# Avet Mag conversion?



## AL_N_VB (Apr 3, 2002)

Drooling over the Avet 5.1 SX.Any1 know if there is a Mag conversion kit on the market for this gem of a reel?


----------



## Connman (Apr 14, 2001)

I am not aware of a commercial kit but Bill H. could probably do a knobby conversion . He does them on other reels too .
I believe I am done fishing after this weekend . Water was 44deg looked perfect saw some bait life but no sight of any stripers . Will now get a chance to cast my Avet , I did a simple fixed magnet conversion , i will post some numbers when i test it.


----------



## AL_N_VB (Apr 3, 2002)

Thanxs connman-I think it'll cast ok with out the Mag kit.Just gonna have to get it spooled a couple of times,till I find that sweet spot.


----------



## demonfish (Mar 31, 2002)

i just was down at the new oceans east tackle shop and looked at that Avet SX. a very sweet looking reel. its all cast and so balanced that right out of the box it will sit and spin in free spool for 1 1/2 min. but, its a lever drag with a huge crank. non level wind and it looks about the size of a 5500 abu, silver and very nice looking. with some modifications this reel could possibly have something. any thoughts. these Avets seem to be popping up all over the place.


----------



## BentHook (Dec 22, 2002)

This past fall a bunch of us got to throw the SX here in N.Fla.

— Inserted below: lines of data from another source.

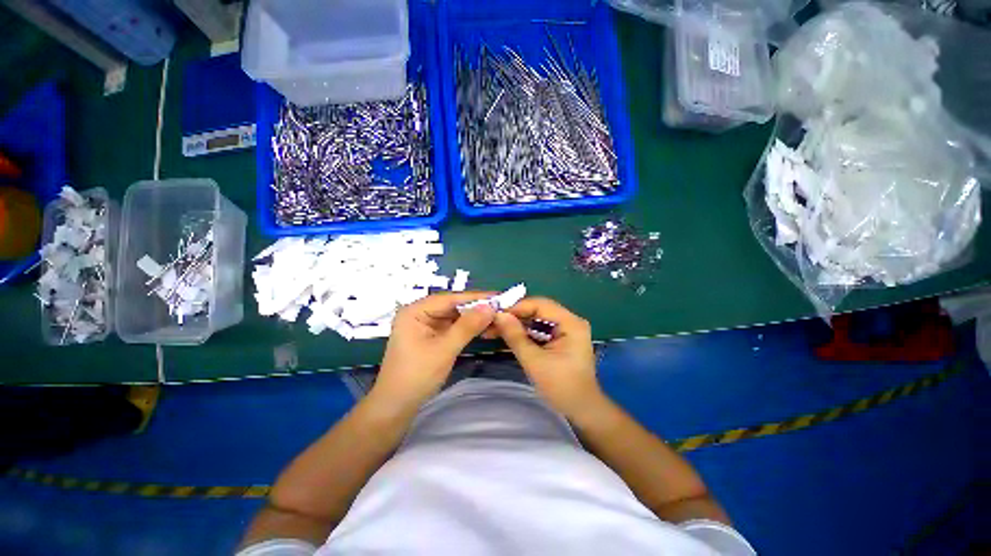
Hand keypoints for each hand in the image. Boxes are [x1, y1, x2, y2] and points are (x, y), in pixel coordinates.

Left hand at [371, 292, 495, 410]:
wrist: (397, 407)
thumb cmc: (417, 376)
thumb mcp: (445, 349)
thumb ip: (468, 326)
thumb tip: (491, 307)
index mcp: (415, 310)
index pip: (450, 298)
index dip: (476, 297)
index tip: (499, 296)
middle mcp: (420, 313)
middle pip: (453, 306)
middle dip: (476, 308)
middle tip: (502, 308)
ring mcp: (425, 325)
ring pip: (455, 317)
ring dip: (474, 319)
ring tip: (497, 318)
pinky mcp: (431, 336)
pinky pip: (453, 327)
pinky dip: (468, 328)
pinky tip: (484, 328)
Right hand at [494, 297, 602, 417]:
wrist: (581, 410)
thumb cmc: (561, 387)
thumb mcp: (534, 361)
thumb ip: (515, 336)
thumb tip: (498, 315)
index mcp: (571, 323)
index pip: (540, 305)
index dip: (516, 307)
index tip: (494, 313)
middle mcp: (570, 321)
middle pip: (538, 310)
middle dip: (514, 316)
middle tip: (491, 322)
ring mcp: (566, 329)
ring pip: (536, 320)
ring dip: (516, 324)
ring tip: (493, 329)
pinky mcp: (560, 338)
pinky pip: (538, 329)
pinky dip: (523, 333)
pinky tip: (506, 335)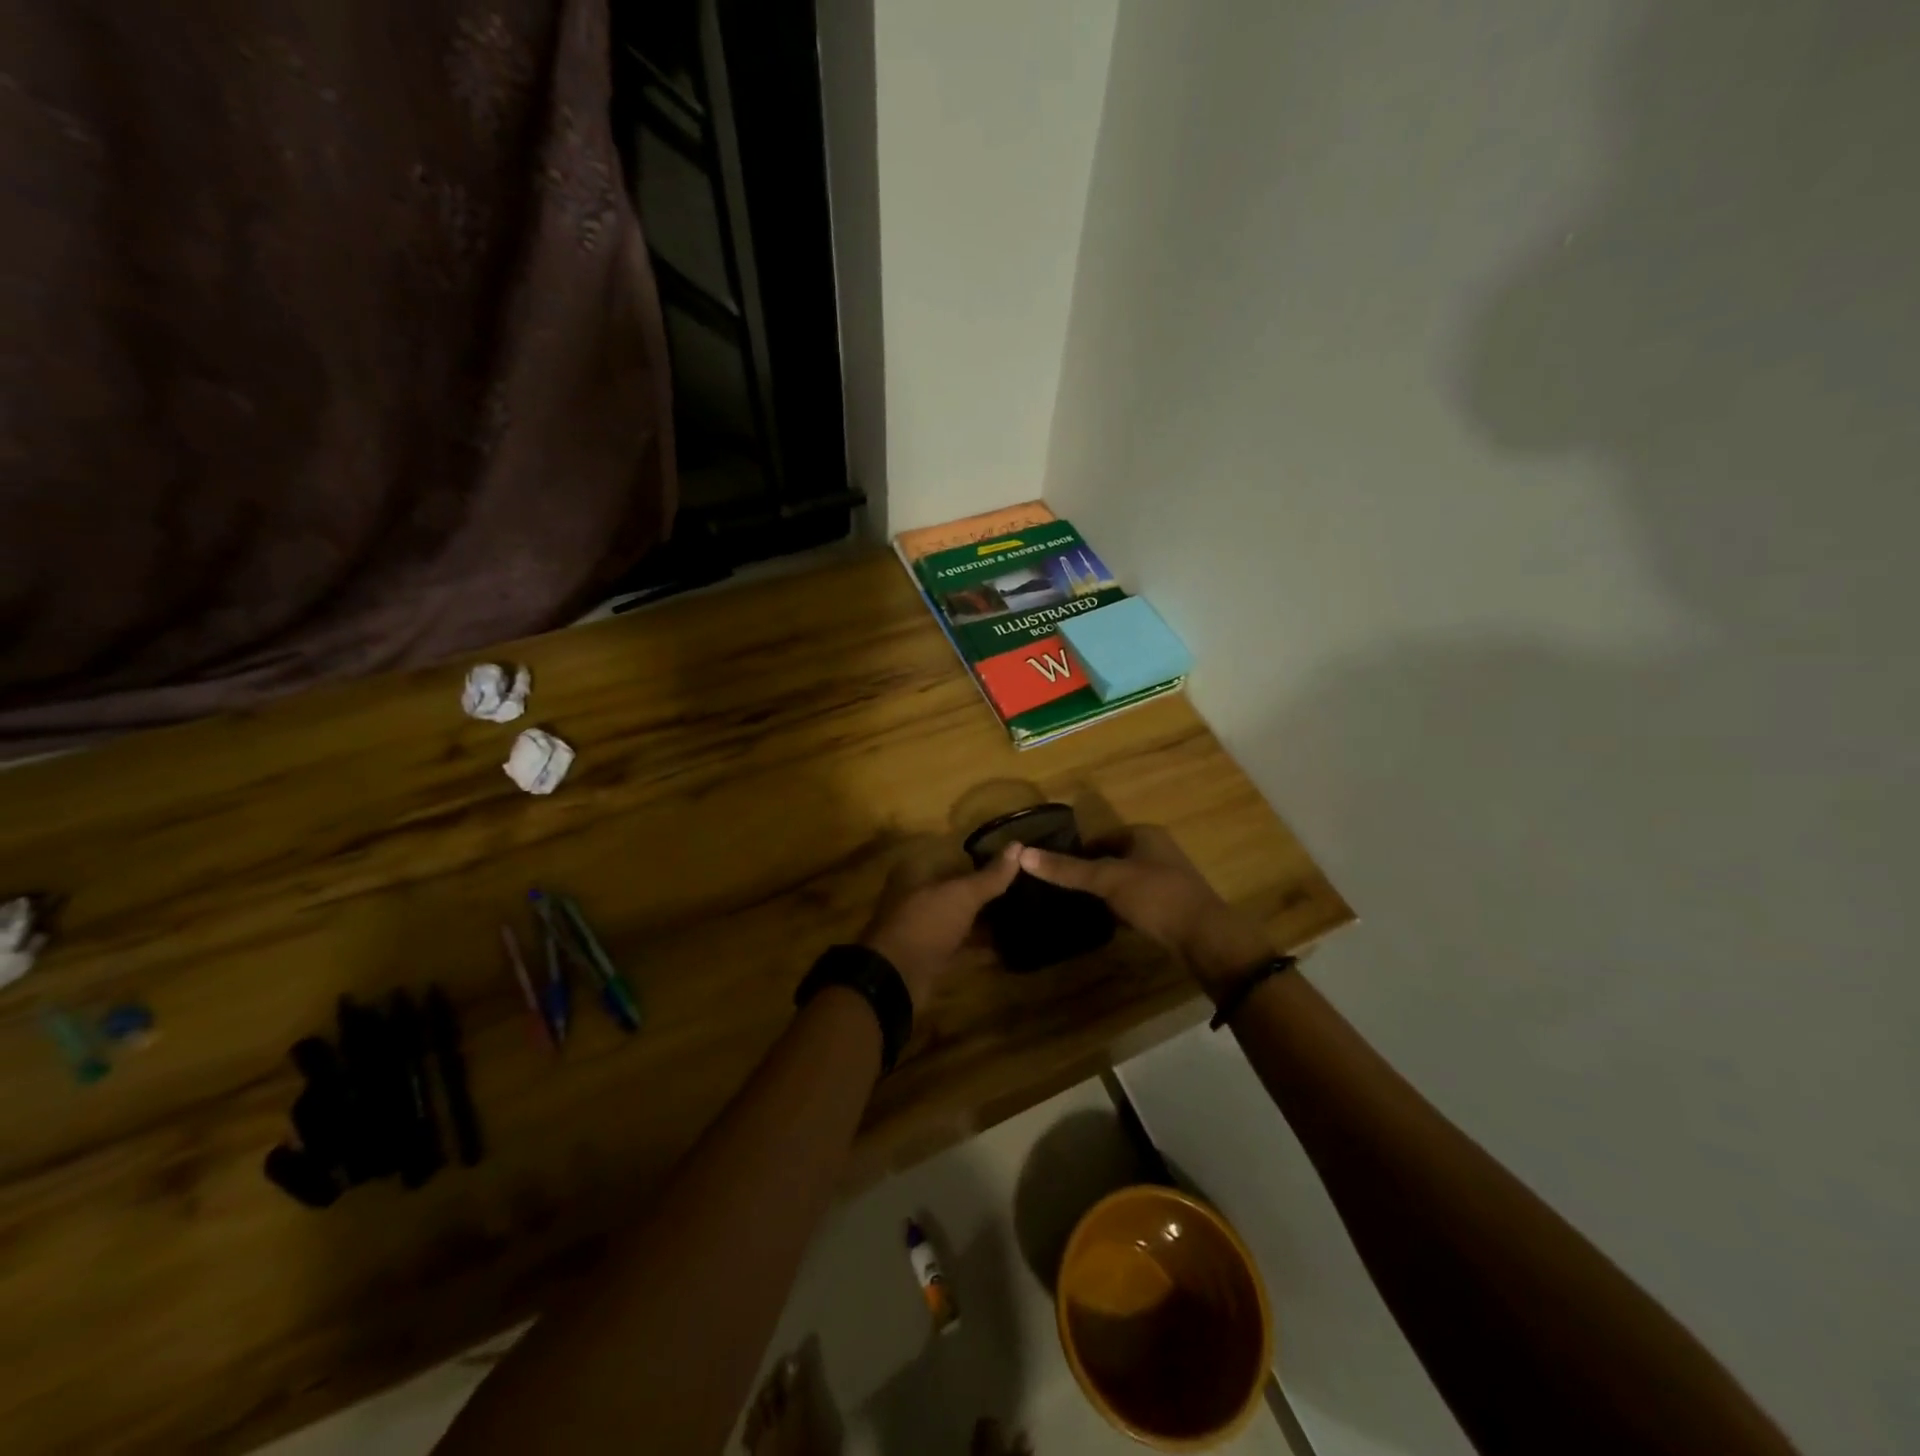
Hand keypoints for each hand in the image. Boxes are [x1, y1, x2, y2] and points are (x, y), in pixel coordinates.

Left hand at [860, 844, 1020, 1007]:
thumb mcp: (961, 895)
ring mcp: (922, 929)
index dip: (982, 859)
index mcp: (916, 873)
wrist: (895, 978)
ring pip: (959, 919)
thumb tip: (1018, 845)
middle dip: (986, 892)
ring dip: (984, 921)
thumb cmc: (926, 923)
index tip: (1012, 863)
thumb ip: (990, 875)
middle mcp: (916, 897)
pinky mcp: (930, 957)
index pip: (954, 858)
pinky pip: (960, 947)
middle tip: (1023, 890)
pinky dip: (980, 948)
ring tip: (1020, 917)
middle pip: (957, 891)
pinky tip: (1007, 948)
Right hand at [1017, 826, 1273, 997]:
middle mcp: (1157, 850)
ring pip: (1124, 881)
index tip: (1054, 872)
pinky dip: (1121, 908)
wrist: (1205, 937)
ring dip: (1105, 893)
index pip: (1100, 838)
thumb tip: (1022, 854)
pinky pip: (1137, 900)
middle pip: (1112, 858)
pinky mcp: (1171, 904)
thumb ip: (1067, 869)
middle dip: (1090, 874)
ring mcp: (1167, 878)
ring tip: (1078, 908)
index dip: (1076, 853)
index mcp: (1144, 834)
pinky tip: (1107, 923)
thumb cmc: (1155, 897)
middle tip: (1062, 892)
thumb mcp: (1107, 880)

Earl Brinn had a mag installed and it was a sweet casting reel.We were throwing over water so distance is unknown. The only complaint was a few guys were bumping the bait clicker on either during the cast or retrieve.
The 2004 Avet SX has been improved so try and get the new model.
Avet has upgraded their styling for 2004 with an early release of an updated SX. The new reels are rounder, their sideplates are slightly rounded, like their big brother the EX. They've also upgraded the handle on the SX reels. Now they come with the torpedo style knob. This has been an added cost option since the reel's introduction.


----------